Moving beyond the building is critical to effecting transformative change toward urban sustainability. Several Swedish projects offer points of inspiration. The Eco District Summit is bringing together people engaged in district-scale sustainability.
Has the rapid growth of green building changed the face of US cities over the past fifteen years? Absolutely – green features and certification are now an expectation, rather than the exception, for nearly any significant project. Through work of the Green Urbanism Program at Global Green I have had many opportunities to contribute to the growth of the green building movement: net-zero and LEED Platinum affordable housing in Chula Vista; green schools in San Francisco and Los Angeles; contributions to the LEED for Homes, LEED for Neighborhood Development, CalGreen, and California Tax Credit Allocation Committee standards; and shaping nearly a dozen city green building programs.
This is work is exciting and critically important. But ultimately it is limited in its effect. Transforming a city on a building-by-building basis is an exhausting, nearly Sisyphean undertaking. Taking a more comprehensive approach and working at a larger physical scale holds great promise for increasing the scope and magnitude of green interventions and beneficial impacts.

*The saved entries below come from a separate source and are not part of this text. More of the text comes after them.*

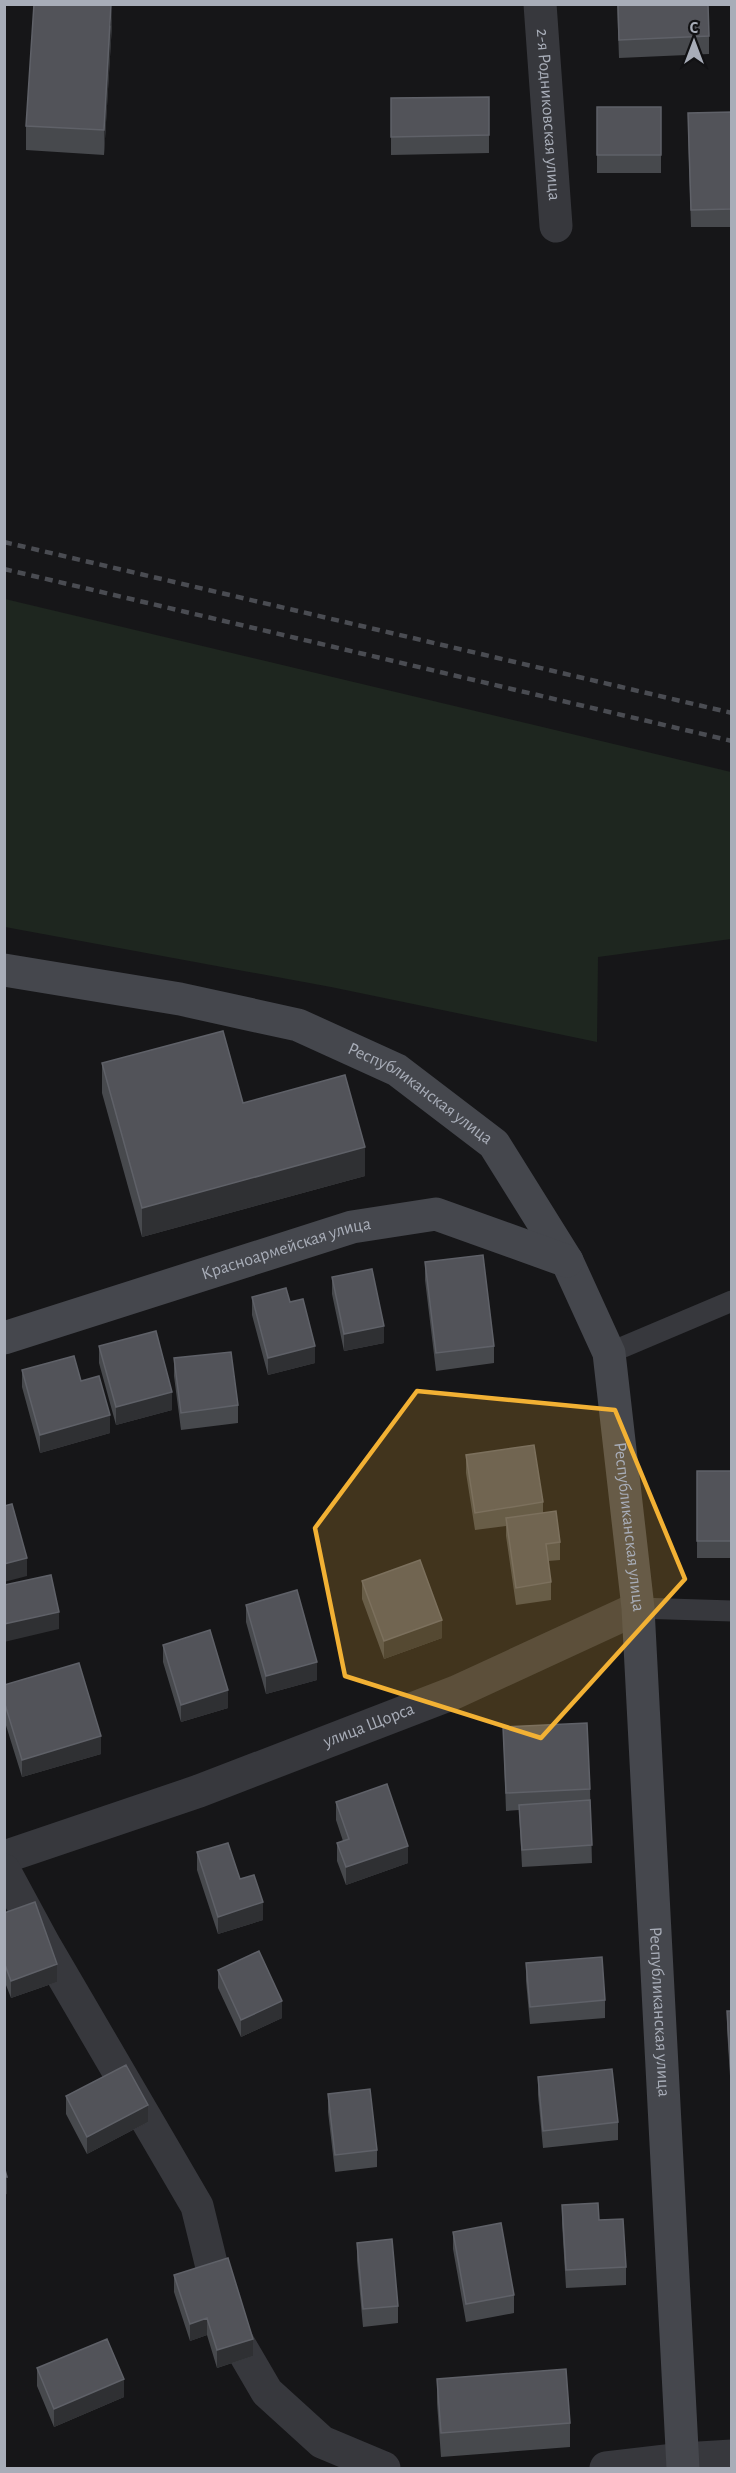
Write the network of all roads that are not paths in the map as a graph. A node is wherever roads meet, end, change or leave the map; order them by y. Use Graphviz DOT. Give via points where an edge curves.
graph roads {
  1 [pos="540,4"];
  2 [pos="555,226"];
  3 [pos="4,970"];
  4 [pos="567,1261"];
  5 [pos="732,1302"];
  6 [pos="4,1338"];
  7 [pos="609,1353"];
  8 [pos="638,1608"];
  9 [pos="732,1611"];
  10 [pos="4,1857"];
  11 [pos="4,1870"];
  12 [pos="732,2456"];
  13 [pos="683,2464"];
  14 [pos="384,2469"];
  15 [pos="606,2469"];
  1 -- 2 [label="street, 2-я Родниковская улица"];
  3 -- 4 [label="street, Республиканская улица" via="180,999 298,1025 397,1070 494,1144"];
  4 -- 6 [label="street, Красноармейская улица" via="436,1214 352,1227"];
  4 -- 7 [label="street, Республиканская улица"];
  5 -- 7 [label="lane"];
  7 -- 8 [label="street, Республиканская улица"];
  8 -- 9 [label="lane, улица Щорса"];
  8 -- 10 [label="street, улица Щорса" via="456,1692 200,1791"];
  8 -- 13 [label="street, Республиканская улица"];
  11 -- 14 [label="street" via="197,2206 225,2320 267,2392 322,2442"];
  12 -- 13 [label="street"];
  13 -- 15 [label="street"];
}
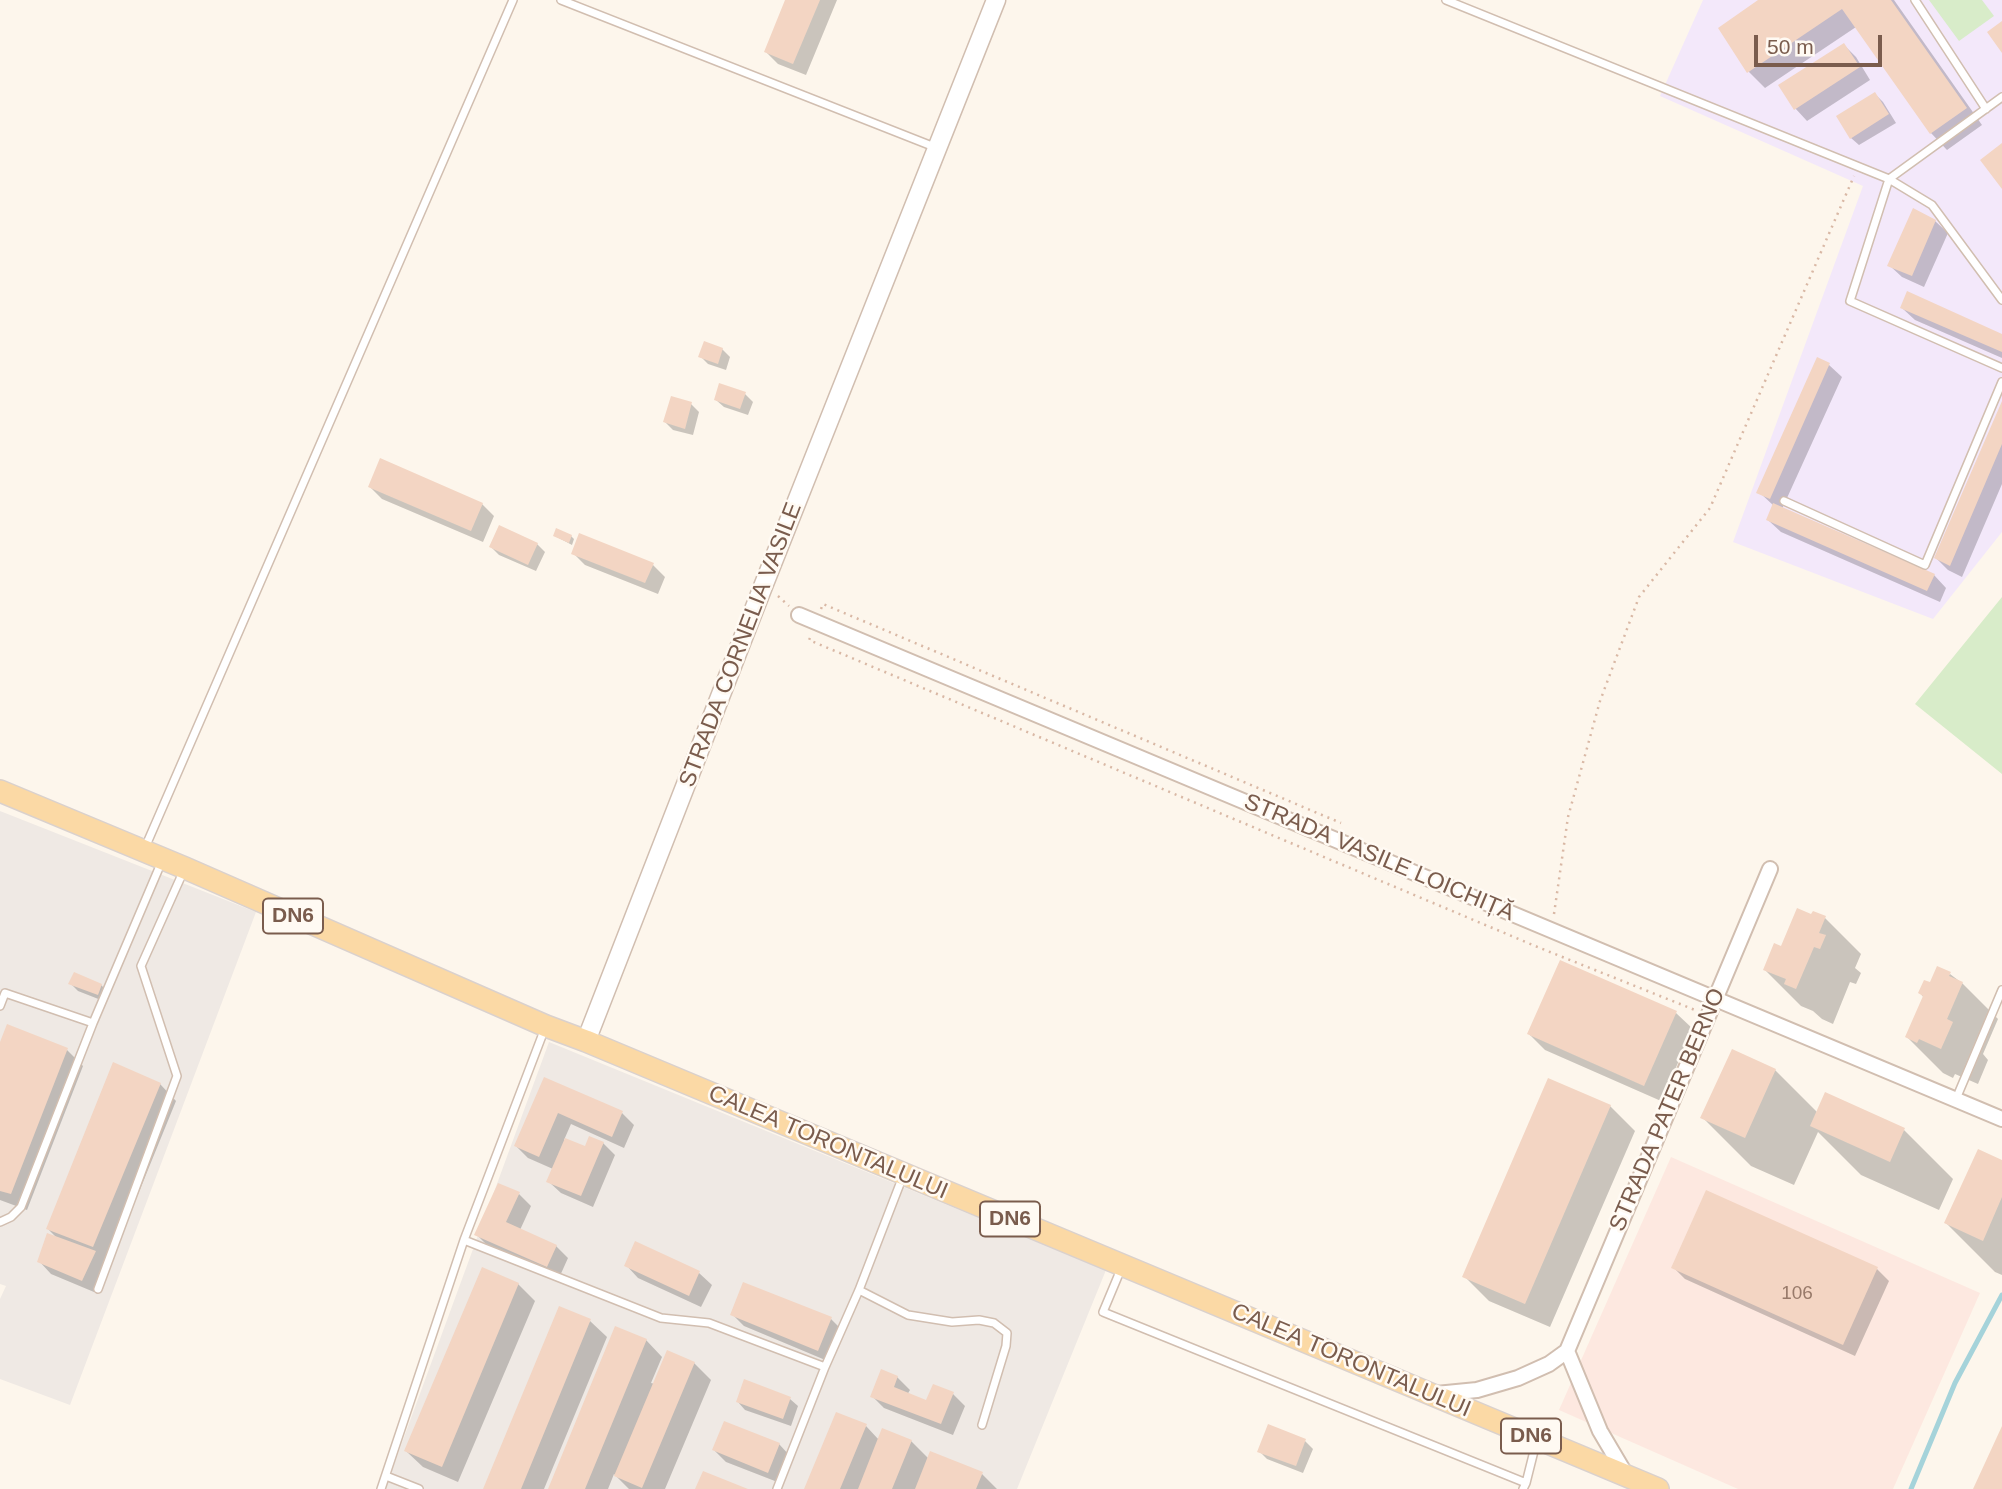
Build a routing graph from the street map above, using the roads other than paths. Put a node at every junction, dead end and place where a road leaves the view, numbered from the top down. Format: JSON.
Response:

At Global Green, we define Green Urbanism as the practice of creating communities mutually beneficial to humans and the environment.This means looking beyond individual buildings to engage with the surrounding context and looking beyond the physical design process to explore opportunities in the areas of organizational structure, governance, finance, and citizen engagement.
I spent three months in Sweden earlier this year via a Fulbright Fellowship. Working out of the Royal Technical Academy (Kungliga Tekniska Högskolan) I was able to research and visit a broad spectrum of sustainable urbanism projects. Among the places I visited were seminal large-scale redevelopment areas like Hammarby Sjöstad in Stockholm and Western Harbor in Malmö. Both include innovative integrated systems such as district heating and cooling, centralized vacuum-suction waste and recyclable collection, district-scale stormwater management, and bike sharing. Renovation projects Augustenborg and Rosengård in Malmö and Drottninghög in Helsingborg demonstrated how new strands of sustainability in the form of green roofs, small-scale retail, and bike access could be woven into existing neighborhoods. Modest-sized urban eco village projects from the early 1980s featured shared composting, vegetable gardening, childcare cooperatives, car pools, and systems for capturing the nutrient value of human waste. While the scale varied, the issues and ambitions were shared among the projects It was exciting to see how approaches first launched over thirty years ago were still in operation and often being applied at significantly larger scales.

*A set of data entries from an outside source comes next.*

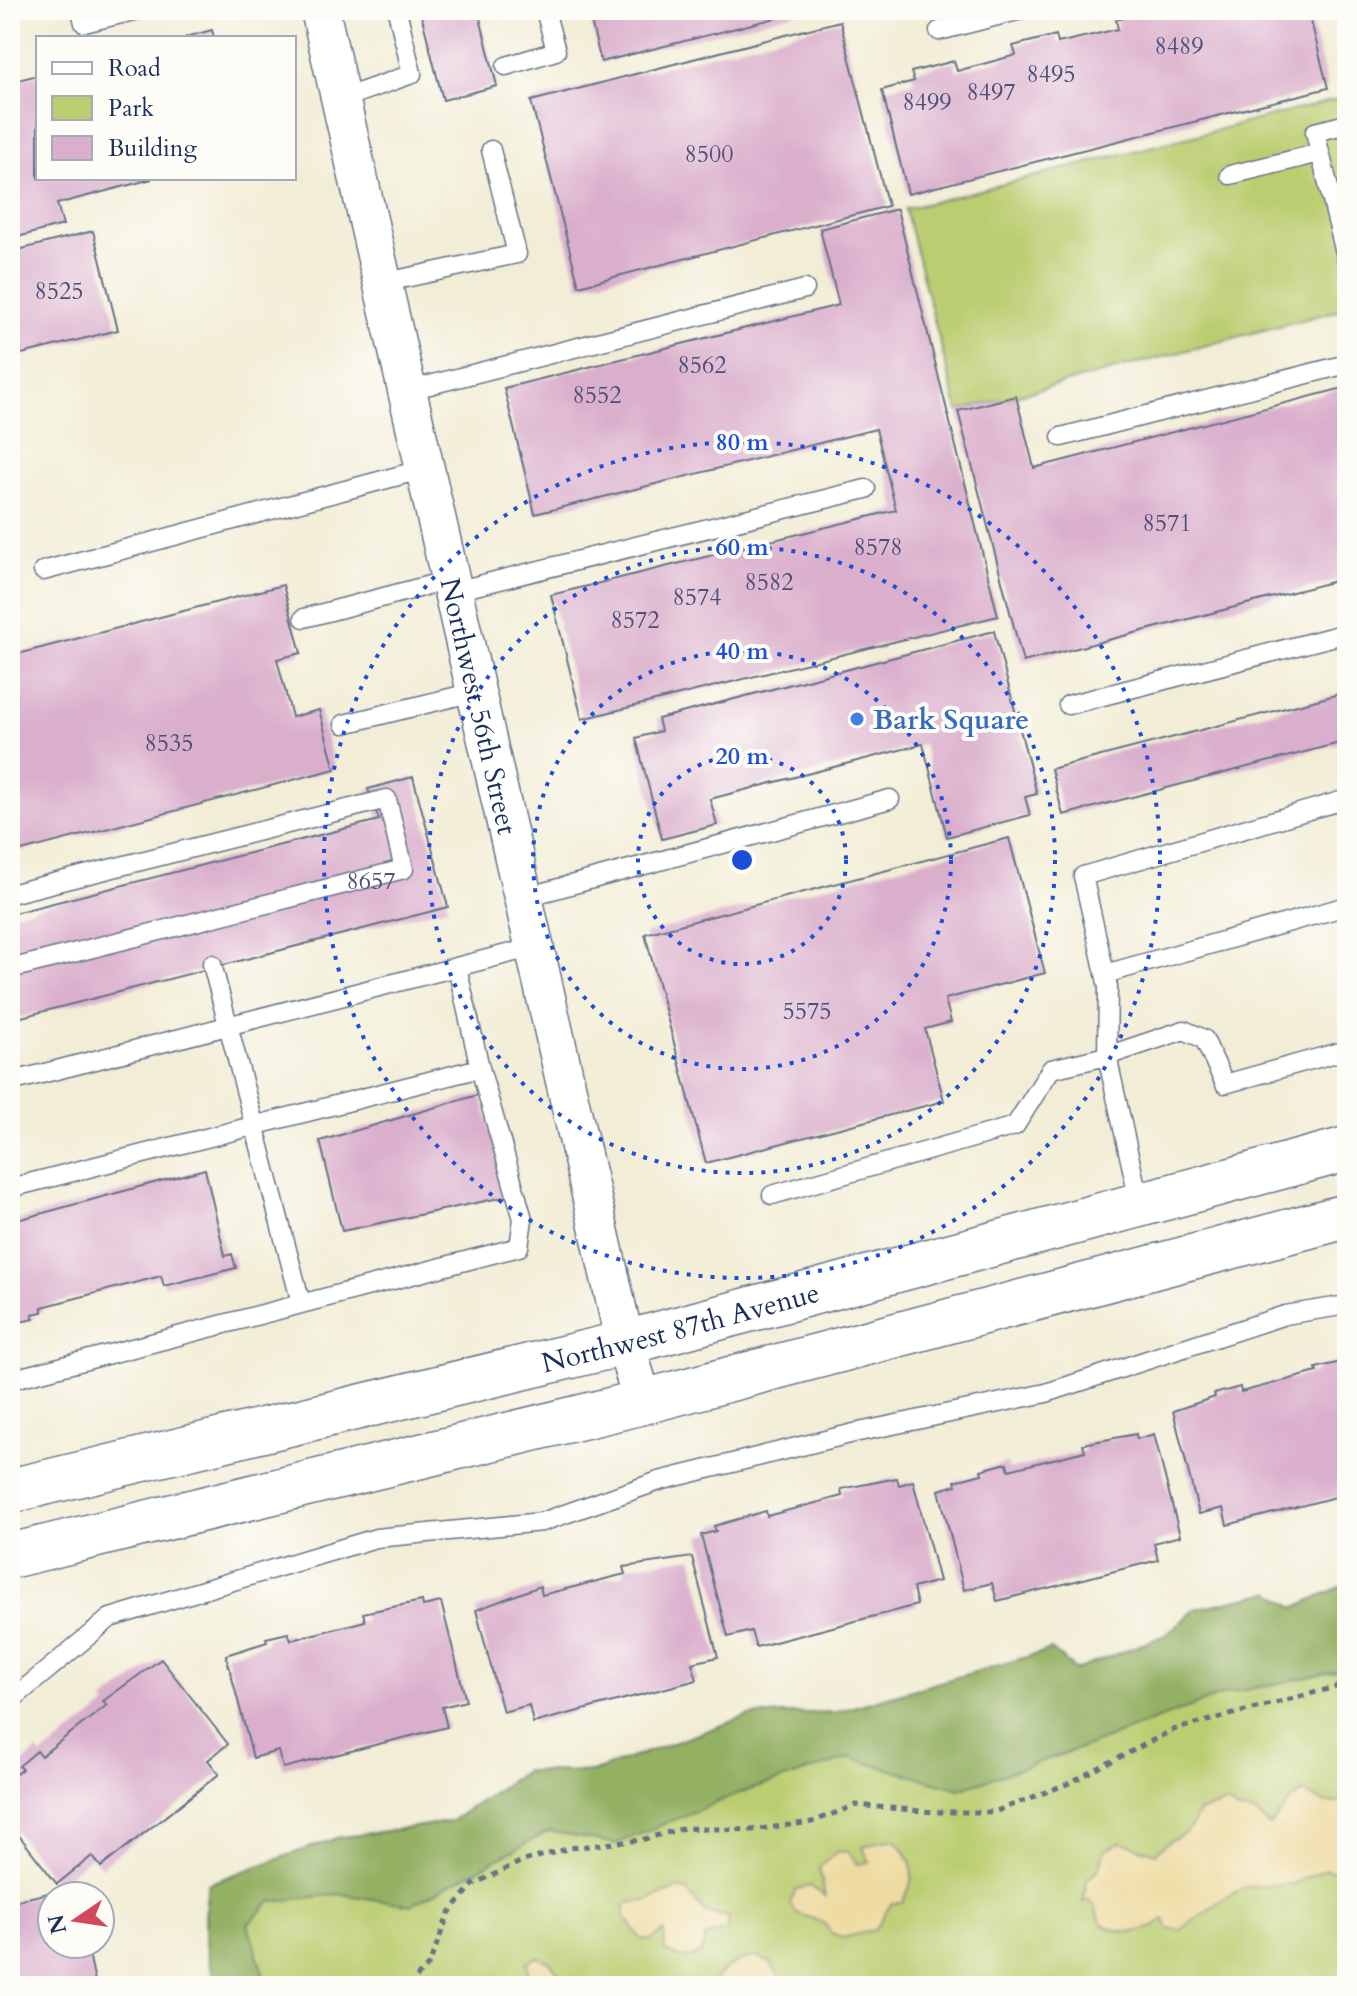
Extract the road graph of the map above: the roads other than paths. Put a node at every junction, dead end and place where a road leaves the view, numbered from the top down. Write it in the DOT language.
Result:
graph roads {
  1 [pos="81,10"];
  2 [pos="138,10"];
  3 [pos="320,10"];
  4 [pos="397,10"];
  5 [pos="545,10"];
  6 [pos="1021,10"];
  7 [pos="939,31"];
  8 [pos="506,66"];
  9 [pos="341,99"];
  10 [pos="1347,124"];
  11 [pos="491,150"];
  12 [pos="1320,153"];
  13 [pos="1230,175"];
  14 [pos="1347,261"];
  15 [pos="382,283"];
  16 [pos="805,289"];
  17 [pos="1347,364"];
  18 [pos="406,391"];
  19 [pos="1061,437"];
  20 [pos="424,469"];
  21 [pos="866,489"];
  22 [pos="43,571"];
  23 [pos="450,586"];
  24 [pos="304,618"];
  25 [pos="1347,633"];
  26 [pos="474,692"];
  27 [pos="1068,705"];
  28 [pos="344,724"];
  29 [pos="890,799"];
  30 [pos="1347,799"];
  31 [pos="183,851"];
  32 [pos="188,870"];
  33 [pos="10,894"];
  34 [pos="522,898"];
  35 [pos="1347,906"];
  36 [pos="534,947"];
  37 [pos="212,964"];
  38 [pos="457,967"];
  39 [pos="10,969"];
  40 [pos="1105,974"];
  41 [pos="228,1026"];
  42 [pos="1347,1050"];
  43 [pos="1107,1056"];
  44 [pos="480,1068"];
  45 [pos="10,1082"];
  46 [pos="254,1125"];
  47 [pos="1347,1149"];
  48 [pos="10,1188"];
  49 [pos="772,1195"];
  50 [pos="1140,1205"];
  51 [pos="1347,1216"];
  52 [pos="301,1303"];
  53 [pos="1347,1305"];
  54 [pos="625,1343"];
  55 [pos="10,1380"];
  56 [pos="643,1402"];
  57 [pos="10,1491"];
  58 [pos="10,1556"];
  59 [pos="10,1701"];
  1 -- 2 [label="lane"];
  3 -- 9 [label="street, Northwest 56th Street"];
  4 -- 9 [label="lane"];
  5 -- 8 [label="lane"];
  6 -- 7 [label="lane"];
  9 -- 15 [label="street, Northwest 56th Street"];
  10 -- 12 [label="lane"];
  11 -- 15 [label="lane"];
  12 -- 13 [label="lane"];
  12 -- 14 [label="lane"];
  15 -- 18 [label="street, Northwest 56th Street"];
  16 -- 18 [label="lane"];
  17 -- 19 [label="lane"];
  18 -- 20 [label="street, Northwest 56th Street"];
  20 -- 22 [label="lane"];
  20 -- 23 [label="street, Northwest 56th Street"];
  21 -- 23 [label="lane"];
  23 -- 24 [label="lane"];
  23 -- 26 [label="street, Northwest 56th Street"];
  25 -- 27 [label="lane"];
  26 -- 28 [label="lane"];
  26 -- 34 [label="street, Northwest 56th Street"];
  29 -- 34 [label="lane"];
  30 -- 40 [label="lane"];
  31 -- 32 [label="lane"];
  31 -- 33 [label="lane"];
  31 -- 39 [label="lane"];
  34 -- 36 [label="street, Northwest 56th Street"];
  35 -- 40 [label="lane"];
  36 -- 38 [label="lane"];
  36 -- 54 [label="street, Northwest 56th Street"];
  37 -- 41 [label="lane"];
  38 -- 41 [label="lane"];
  38 -- 44 [label="lane"];
  40 -- 43 [label="lane"];
  41 -- 45 [label="lane"];
  41 -- 46 [label="lane"];
  42 -- 43 [label="lane"];
  43 -- 49 [label="lane"];
  43 -- 50 [label="lane"];
  44 -- 46 [label="lane"];
  44 -- 52 [label="lane"];
  46 -- 48 [label="lane"];
  46 -- 52 [label="lane"];
  47 -- 50 [label="main road, Northwest 87th Avenue"];
  50 -- 54 [label="main road, Northwest 87th Avenue"];
  51 -- 56 [label="main road"];
  52 -- 55 [label="lane"];
  53 -- 59 [label="lane"];
  54 -- 56 [label="street, Northwest 56th Street"];
  54 -- 57 [label="main road, Northwest 87th Avenue"];
  56 -- 58 [label="main road"];
}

Why does Sweden have so many examples of progressive integrated neighborhood design and infrastructure investment? This was one of my key questions for the Fulbright research. Part of the answer is that there truly is a strong culture of collaboration among the Swedes, perhaps borne out of the need to band together to survive the severe climate and dark winters. Another part of the answer is that there is at least a century long history of establishing public and private institutions to support the betterment of society. One example is the housing cooperatives that emerged in the 1930s and that were able to provide the governance and fiscal framework for the eco villages in the early 1980s. Other examples are the long-term public investments in transit and district heating that Hammarby and Western Harbor could then easily connect to and benefit from.
The Swedish experience demonstrates that with the right mix of inspiration, public agency support, and implementation tools it is possible to effect transformative change in existing cities. One of my challenges is to determine how to transfer these lessons from Sweden to the more competitive and antagonistic method of city making that is common in the United States. Focusing at the scale of the district seems to hold great promise, as it moves beyond the narrow viewpoint of building design while being more specific and strategic than what is typical of citywide sustainability plans.
The Eco District Summit in Boston from November 12-14 is bringing together the rapidly growing group of people that are interested in sustainability and urbanism at the district-scale, to discuss the technologies, governance structures, financing tools, and engagement strategies that make up the Eco Districts Framework. World-class green urban thinkers, designers, and implementers will share successes, challenges, and ideas for how to bring the Eco District ethos to more communities across the country and around the world.
I’ll be speaking as part of the closing plenary of Summit, giving me a chance to share the findings and impressions from my time in Sweden. My hope is to spark a discussion about how action at the district scale can lead to a shift away from today’s confrontational development model and toward a more collaborative approach based on trust among the various actors. Through a shared vision and a commitment to follow through, there is the possibility to accelerate the creation of neighborhoods, districts, and cities that emulate the cyclical resource flows of ecosystems while providing city dwellers with a more vibrant environment and a stronger connection to the natural world.